Peace cannot live from Purity apart,
Nor find a temple in the fleshly heart:
But when affections chaste and lowly
The soul anoint, and make it holy,
A Saint becomes a living shrine
For deepest calm of Love Divine.
Yet, conscience, not condition, peace attains,
Since life is warfare with mysterious pains;
While, all around us, fiends and foes
Mingle, and multiply our woes,
And from the cradle to the grave
Christ's army must His banner wave.
In the dread language of the Holy Ghost,—
Legions of Angels, from the Lord's bright Host,
Camp'd round the warring Church of old:
But in the Prince of Peace, behold!
The blandness of that “better” way
Our Christian Zion shows to-day.
What, though we combat with some clashing ill,
The halcyon-breath of holiness can still
The fevers in man's restless heart,
And tranquillising grace impart,—
Serenity of soul within
Which broods o'er baffled self, and sin.
But, who interprets what is meant by “peace,”
Or weighs the treasures of that true release
When rolls away our legal curse,
And nothing in God's universe
Impinges on that secret Plan
Where “all things work” for pardon'd Man?

43

Sickness and sorrow, anguish, grief, and gloom,
All blended trials which precede the tomb,
Dread though they look, to carnal sense,—
Foil'd by a spell of faith, dispense
Their healing magic to the mind,
And work some charm by Heaven design'd.
While penance-fires of ever-during pain
Burn the pierced hearts where sins unpardon'd reign,—
Broods o'er each saint a mystic Dove,
Who shadows with the wings of love
That Spirit, with whose bosom-lot
A stranger intermeddles not.
God of such peace!

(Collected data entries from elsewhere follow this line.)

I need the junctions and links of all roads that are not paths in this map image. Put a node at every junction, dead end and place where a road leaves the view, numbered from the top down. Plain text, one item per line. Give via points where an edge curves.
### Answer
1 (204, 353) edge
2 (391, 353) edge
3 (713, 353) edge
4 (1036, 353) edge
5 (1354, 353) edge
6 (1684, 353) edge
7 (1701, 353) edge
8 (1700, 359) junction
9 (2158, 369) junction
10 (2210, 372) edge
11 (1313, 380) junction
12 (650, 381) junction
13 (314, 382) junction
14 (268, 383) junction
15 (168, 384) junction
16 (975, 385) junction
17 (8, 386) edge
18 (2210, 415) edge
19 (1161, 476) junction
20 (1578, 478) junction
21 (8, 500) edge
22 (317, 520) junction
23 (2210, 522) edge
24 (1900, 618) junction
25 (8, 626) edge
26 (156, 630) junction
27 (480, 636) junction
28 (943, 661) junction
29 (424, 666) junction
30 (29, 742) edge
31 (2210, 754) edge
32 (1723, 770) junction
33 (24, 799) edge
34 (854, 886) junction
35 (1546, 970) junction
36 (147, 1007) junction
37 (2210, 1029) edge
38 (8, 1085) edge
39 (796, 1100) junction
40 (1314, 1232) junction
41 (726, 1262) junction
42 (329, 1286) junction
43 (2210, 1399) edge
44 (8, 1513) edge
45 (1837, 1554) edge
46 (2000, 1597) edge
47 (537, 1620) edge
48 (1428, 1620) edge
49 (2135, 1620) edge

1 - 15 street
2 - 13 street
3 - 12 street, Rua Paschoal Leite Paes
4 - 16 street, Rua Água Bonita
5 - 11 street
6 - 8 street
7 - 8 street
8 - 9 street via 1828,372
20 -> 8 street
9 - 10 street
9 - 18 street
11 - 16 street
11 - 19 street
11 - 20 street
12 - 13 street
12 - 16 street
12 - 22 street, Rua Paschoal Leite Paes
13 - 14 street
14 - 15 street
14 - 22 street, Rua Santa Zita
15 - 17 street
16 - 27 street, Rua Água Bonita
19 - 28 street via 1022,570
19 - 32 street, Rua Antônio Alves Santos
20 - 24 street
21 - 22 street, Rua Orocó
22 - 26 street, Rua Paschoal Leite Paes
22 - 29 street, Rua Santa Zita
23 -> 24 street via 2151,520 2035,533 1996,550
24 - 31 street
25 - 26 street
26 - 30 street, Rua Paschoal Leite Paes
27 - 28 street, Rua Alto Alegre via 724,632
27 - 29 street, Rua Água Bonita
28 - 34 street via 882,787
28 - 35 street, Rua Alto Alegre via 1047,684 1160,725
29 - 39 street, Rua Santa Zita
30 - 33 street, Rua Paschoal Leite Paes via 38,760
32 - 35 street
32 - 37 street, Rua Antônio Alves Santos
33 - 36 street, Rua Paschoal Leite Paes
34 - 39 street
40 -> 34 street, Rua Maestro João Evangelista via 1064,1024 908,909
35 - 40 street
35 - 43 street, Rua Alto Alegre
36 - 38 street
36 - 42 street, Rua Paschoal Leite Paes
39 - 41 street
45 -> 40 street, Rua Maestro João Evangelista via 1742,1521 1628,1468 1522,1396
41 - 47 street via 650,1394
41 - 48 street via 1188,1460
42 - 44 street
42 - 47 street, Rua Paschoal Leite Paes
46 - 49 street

Thy lulling grace impart;
Be to Thy Church, what in Thyself Thou art,—
“Lover of Concord,” in Whose light
All “service” is a freedom bright;
While grace and glory flow from Thee
To fill our vast eternity!
Perill'd we are; but, panoplied with charms
Destined to keep the soul from sinful harms,
Saints enter on Life's battle-fields;
And, cover'd by celestial shields,
They are not crush'd by earth, or hell,
But face them both, and fight them well!
“Hosannah!” then, to Thee, Thou Prince of Peace,
Never Thy sacramental Host will cease
Beneath Thy boundless throne to cry,—
On Whom our hopes for heaven rely,
And round Whose Form, as Priest, and King,
Adoring Worlds due homage bring.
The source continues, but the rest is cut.